= EXERCISE PROMPT =
Only the lines containing "Trung" belong in the answer; find them in the material below.

━━━ DATA FOR REVIEW

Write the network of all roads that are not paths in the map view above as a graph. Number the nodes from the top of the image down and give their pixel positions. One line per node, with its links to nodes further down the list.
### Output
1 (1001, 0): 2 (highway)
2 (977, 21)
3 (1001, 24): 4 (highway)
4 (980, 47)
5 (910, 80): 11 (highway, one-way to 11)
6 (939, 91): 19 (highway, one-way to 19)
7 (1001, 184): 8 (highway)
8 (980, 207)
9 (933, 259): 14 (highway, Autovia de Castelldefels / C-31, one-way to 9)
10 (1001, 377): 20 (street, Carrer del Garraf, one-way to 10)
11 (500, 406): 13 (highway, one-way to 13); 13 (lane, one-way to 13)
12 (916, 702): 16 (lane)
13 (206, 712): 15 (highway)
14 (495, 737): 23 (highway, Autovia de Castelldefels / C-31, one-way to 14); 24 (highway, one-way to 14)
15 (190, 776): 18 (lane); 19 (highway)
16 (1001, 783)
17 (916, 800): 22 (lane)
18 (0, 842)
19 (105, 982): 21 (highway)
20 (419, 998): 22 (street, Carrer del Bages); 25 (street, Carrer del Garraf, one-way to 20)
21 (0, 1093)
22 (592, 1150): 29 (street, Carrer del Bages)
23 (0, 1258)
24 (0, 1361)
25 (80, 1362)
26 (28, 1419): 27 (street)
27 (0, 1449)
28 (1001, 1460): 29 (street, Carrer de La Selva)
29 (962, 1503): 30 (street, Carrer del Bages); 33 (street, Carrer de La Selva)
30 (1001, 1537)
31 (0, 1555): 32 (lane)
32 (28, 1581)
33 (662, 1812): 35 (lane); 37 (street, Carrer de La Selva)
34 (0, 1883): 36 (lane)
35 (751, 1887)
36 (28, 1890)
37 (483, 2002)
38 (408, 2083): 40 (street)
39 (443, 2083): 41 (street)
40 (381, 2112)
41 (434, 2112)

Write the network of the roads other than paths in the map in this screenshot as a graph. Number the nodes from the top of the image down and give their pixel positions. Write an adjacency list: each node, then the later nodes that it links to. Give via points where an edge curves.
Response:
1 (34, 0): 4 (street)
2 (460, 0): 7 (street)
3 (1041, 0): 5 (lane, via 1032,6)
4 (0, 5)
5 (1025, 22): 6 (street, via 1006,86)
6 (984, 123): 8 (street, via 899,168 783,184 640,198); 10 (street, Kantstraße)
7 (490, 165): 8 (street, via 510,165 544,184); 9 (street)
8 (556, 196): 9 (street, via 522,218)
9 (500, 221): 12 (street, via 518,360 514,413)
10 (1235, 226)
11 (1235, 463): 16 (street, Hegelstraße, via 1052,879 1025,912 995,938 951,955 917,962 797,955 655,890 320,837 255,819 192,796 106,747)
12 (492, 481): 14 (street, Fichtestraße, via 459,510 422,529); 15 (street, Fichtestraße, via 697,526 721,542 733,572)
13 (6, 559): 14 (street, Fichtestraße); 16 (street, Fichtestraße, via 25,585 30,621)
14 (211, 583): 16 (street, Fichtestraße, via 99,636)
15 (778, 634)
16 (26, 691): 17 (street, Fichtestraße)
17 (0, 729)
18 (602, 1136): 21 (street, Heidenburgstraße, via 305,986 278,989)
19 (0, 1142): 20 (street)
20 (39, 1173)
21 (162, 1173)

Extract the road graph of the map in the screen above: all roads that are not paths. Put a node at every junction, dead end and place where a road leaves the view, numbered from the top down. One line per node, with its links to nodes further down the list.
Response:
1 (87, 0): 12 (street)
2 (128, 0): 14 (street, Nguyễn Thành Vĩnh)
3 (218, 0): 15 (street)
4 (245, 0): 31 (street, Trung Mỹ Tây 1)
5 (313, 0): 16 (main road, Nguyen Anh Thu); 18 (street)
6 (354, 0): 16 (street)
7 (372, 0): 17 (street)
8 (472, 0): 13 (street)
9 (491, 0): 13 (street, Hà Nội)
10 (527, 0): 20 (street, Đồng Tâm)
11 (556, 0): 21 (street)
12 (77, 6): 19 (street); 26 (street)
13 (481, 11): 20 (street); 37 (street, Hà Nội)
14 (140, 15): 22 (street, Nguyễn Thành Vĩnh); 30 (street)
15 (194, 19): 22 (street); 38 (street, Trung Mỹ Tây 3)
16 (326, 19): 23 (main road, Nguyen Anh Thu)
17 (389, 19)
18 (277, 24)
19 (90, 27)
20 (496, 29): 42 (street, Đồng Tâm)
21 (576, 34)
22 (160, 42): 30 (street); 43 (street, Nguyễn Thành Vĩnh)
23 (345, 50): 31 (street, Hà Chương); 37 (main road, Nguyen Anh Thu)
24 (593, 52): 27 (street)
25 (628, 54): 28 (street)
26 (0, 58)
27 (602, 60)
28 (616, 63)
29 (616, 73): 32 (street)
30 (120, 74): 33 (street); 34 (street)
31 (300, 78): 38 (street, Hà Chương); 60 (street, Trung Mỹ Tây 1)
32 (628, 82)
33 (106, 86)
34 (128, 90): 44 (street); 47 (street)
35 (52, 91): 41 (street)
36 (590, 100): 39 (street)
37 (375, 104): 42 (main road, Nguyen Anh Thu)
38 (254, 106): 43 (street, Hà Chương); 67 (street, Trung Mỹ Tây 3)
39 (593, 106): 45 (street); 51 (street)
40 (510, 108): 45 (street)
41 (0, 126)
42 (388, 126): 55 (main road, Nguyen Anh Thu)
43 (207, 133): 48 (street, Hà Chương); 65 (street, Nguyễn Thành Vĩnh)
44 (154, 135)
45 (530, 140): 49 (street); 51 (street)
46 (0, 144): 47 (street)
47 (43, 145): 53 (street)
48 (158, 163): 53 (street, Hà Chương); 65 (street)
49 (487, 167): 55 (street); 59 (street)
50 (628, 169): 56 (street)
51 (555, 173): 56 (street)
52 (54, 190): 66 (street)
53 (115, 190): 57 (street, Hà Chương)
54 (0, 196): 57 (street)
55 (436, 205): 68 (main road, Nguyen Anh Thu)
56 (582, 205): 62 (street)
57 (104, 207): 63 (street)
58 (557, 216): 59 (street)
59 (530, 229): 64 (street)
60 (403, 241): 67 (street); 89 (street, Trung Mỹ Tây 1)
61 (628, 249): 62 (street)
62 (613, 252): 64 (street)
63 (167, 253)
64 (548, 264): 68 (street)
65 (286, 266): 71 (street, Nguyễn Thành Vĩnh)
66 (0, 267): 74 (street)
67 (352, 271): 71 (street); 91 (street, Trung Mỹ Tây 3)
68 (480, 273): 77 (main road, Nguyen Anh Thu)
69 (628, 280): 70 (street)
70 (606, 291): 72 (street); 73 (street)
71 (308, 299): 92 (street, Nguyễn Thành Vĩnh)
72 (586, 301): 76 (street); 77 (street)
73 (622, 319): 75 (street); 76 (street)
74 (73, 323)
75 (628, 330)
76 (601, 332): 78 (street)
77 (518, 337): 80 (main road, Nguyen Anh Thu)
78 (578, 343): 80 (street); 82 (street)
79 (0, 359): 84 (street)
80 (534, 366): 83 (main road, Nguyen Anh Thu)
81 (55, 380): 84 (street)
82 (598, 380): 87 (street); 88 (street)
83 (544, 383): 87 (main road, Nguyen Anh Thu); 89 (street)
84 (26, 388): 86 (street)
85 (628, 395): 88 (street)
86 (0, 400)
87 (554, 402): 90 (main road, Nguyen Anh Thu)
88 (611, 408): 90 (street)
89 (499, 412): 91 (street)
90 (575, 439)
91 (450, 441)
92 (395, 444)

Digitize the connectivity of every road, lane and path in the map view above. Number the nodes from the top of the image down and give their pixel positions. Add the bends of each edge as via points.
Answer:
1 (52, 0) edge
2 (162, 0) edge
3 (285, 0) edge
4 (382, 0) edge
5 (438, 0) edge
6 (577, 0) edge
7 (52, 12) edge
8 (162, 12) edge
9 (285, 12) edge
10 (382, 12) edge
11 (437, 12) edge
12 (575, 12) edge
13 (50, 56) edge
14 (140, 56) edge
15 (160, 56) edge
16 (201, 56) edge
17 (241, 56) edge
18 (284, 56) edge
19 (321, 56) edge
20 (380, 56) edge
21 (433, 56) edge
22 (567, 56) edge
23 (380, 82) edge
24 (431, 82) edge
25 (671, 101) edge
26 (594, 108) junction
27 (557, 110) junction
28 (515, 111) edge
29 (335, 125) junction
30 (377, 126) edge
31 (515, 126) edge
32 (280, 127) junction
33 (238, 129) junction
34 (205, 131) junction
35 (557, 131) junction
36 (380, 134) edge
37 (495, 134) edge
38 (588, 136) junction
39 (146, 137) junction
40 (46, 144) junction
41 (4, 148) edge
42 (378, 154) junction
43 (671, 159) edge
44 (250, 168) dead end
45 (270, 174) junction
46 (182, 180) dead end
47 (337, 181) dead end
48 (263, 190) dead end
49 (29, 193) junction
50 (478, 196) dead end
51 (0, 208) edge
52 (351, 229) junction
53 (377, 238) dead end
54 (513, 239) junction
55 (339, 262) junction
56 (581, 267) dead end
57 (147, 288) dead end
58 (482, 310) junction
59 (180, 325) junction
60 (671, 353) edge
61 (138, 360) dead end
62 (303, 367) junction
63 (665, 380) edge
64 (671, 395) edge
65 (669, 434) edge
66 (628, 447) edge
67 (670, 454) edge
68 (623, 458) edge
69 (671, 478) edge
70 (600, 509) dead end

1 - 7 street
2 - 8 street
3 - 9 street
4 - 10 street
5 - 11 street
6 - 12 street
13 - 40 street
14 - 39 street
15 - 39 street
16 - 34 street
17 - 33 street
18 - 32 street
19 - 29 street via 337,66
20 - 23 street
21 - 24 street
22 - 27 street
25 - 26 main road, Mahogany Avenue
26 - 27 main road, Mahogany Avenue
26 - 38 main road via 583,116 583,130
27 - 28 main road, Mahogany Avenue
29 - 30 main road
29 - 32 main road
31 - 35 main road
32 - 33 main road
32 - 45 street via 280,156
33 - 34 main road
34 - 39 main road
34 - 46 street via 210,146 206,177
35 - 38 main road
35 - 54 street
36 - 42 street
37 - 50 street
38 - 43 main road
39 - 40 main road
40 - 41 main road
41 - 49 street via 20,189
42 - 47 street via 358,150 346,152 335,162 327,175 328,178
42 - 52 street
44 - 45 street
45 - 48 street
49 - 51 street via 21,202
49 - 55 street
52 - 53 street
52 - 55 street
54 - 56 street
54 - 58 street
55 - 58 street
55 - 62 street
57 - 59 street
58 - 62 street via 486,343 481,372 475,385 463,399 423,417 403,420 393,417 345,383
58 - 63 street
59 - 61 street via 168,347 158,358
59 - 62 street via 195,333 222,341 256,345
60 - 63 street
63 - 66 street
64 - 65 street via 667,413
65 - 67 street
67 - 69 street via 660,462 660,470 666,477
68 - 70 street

━━━━━━

= SOLUTION TO THIS TASK =
4 (245, 0): 31 (street, Trung Mỹ Tây 1)
15 (194, 19): 22 (street); 38 (street, Trung Mỹ Tây 3)
31 (300, 78): 38 (street, Hà Chương); 60 (street, Trung Mỹ Tây 1)
38 (254, 106): 43 (street, Hà Chương); 67 (street, Trung Mỹ Tây 3)
60 (403, 241): 67 (street); 89 (street, Trung Mỹ Tây 1)
67 (352, 271): 71 (street); 91 (street, Trung Mỹ Tây 3)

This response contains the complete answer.